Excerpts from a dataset
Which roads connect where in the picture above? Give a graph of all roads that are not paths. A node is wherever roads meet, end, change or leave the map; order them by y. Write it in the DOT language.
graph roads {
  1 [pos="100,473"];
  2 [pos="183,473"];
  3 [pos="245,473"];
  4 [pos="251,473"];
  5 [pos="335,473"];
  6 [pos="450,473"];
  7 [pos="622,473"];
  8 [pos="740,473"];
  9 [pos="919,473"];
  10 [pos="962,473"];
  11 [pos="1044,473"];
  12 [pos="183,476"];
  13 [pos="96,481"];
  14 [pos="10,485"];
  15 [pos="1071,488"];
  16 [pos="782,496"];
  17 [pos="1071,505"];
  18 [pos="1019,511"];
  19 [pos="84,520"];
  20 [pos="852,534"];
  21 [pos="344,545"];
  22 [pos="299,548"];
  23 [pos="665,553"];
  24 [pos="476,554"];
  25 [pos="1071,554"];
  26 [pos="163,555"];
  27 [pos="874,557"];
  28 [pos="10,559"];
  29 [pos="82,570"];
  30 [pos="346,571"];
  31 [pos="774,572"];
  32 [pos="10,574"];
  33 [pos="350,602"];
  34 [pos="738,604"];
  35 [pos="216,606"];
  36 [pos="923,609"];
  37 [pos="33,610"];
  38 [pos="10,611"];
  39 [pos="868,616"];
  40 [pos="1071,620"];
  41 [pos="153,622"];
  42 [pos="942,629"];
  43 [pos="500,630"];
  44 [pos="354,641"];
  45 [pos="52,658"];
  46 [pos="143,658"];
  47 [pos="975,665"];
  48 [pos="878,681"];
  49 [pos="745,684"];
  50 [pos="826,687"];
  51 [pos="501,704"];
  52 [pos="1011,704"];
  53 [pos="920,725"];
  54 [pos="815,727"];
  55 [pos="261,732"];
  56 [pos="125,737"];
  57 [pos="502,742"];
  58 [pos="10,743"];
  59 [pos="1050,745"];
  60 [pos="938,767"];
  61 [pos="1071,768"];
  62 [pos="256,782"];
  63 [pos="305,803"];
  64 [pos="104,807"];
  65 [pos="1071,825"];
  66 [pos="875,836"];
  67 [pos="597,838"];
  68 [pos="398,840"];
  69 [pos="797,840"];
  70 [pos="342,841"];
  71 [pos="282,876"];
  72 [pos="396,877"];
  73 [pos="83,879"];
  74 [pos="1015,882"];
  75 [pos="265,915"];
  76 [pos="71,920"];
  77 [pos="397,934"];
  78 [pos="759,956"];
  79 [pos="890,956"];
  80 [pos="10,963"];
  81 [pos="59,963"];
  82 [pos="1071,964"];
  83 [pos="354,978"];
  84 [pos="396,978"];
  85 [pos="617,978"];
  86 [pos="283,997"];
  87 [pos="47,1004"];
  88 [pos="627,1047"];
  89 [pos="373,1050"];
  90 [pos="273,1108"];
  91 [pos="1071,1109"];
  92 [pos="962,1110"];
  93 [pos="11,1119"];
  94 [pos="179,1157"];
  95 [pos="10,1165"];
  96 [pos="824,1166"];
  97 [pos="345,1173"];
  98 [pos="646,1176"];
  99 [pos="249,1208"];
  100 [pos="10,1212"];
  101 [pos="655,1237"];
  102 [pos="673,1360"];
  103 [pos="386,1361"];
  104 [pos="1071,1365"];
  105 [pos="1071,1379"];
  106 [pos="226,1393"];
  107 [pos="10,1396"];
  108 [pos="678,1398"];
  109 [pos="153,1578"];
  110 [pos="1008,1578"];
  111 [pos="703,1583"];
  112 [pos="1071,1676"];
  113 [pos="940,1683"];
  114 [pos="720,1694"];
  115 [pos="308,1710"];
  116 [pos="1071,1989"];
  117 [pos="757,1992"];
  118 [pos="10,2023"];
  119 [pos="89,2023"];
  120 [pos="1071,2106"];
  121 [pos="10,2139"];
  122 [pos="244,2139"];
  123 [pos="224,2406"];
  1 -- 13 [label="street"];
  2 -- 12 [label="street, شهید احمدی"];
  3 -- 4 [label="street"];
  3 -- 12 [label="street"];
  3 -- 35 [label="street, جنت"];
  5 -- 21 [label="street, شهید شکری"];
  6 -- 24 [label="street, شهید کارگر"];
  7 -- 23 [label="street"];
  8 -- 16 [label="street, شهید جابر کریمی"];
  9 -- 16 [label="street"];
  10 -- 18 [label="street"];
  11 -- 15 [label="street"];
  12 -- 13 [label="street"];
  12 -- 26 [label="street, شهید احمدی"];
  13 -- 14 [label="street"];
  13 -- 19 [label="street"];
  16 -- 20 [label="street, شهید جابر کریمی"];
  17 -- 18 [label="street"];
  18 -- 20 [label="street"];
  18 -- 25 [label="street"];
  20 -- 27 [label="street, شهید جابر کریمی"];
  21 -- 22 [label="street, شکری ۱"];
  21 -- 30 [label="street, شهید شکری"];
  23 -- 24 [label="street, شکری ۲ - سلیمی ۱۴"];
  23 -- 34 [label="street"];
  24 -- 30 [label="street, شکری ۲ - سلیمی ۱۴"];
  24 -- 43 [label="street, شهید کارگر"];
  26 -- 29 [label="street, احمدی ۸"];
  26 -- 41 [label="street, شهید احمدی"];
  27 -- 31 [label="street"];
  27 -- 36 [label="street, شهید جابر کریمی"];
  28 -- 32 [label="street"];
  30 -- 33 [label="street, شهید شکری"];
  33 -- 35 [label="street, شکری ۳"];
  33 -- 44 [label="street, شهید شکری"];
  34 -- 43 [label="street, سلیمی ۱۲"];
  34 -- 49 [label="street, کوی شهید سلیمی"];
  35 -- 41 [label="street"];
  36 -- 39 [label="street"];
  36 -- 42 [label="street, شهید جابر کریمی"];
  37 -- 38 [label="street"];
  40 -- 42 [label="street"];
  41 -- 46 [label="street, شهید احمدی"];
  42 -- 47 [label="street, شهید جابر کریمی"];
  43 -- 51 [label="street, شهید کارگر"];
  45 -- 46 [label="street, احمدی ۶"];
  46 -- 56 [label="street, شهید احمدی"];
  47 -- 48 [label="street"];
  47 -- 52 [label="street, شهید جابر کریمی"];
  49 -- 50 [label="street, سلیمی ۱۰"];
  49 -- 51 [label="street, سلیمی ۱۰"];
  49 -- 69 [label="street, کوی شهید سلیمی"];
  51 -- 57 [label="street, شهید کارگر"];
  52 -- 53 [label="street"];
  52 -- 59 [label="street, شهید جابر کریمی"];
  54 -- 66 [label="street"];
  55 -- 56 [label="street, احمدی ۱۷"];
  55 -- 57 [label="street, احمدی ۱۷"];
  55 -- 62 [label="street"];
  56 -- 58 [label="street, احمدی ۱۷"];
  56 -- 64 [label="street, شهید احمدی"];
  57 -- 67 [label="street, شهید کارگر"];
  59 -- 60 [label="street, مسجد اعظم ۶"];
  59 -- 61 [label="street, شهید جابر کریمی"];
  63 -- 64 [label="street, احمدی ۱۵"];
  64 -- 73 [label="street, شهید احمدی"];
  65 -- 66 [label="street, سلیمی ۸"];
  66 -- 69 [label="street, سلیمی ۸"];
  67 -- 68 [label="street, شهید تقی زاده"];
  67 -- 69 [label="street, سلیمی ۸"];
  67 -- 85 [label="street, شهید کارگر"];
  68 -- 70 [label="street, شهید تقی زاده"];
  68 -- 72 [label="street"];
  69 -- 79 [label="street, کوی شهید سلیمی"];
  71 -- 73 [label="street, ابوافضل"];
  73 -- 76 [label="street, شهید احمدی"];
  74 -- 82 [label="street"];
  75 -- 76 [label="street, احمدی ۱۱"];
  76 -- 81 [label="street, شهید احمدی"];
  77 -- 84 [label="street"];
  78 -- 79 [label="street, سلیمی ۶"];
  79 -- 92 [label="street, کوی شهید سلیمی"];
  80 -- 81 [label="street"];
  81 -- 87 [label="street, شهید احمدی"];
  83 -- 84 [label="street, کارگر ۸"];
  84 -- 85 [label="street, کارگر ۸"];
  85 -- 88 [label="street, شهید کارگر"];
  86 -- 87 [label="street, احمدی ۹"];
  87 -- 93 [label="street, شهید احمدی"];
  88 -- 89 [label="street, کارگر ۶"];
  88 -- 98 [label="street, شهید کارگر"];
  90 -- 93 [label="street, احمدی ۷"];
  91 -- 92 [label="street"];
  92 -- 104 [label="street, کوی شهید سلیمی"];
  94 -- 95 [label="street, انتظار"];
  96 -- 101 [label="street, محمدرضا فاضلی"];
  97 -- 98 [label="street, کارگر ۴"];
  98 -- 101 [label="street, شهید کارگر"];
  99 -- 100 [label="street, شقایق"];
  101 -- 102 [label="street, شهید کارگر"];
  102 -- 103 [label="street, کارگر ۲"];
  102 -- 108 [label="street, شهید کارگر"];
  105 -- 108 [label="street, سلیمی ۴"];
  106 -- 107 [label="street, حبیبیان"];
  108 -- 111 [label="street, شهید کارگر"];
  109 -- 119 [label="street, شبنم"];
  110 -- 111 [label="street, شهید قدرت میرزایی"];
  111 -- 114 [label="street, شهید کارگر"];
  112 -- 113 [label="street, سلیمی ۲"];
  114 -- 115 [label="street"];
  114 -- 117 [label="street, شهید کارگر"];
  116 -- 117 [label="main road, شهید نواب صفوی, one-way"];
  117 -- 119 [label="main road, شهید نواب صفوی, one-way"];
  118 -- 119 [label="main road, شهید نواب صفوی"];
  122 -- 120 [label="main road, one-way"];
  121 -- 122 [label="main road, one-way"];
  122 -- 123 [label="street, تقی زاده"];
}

*Problem description*:
Above are the records; copy every line in them that holds the word "کریمی".

*Answer area*:
  8 -- 16 [label="street, شهید جابر کریمی"];
  16 -- 20 [label="street, شهید جابر کریمی"];
  20 -- 27 [label="street, شهید جابر کریمی"];
  27 -- 36 [label="street, شهید جابر کریمی"];
  36 -- 42 [label="street, شهید جابر کریمی"];
  42 -- 47 [label="street, شهید جابر کریمی"];
  47 -- 52 [label="street, شهید جابر کریمی"];
  52 -- 59 [label="street, شهید جابر کریمی"];
  59 -- 61 [label="street, شهید جابر کریمی"];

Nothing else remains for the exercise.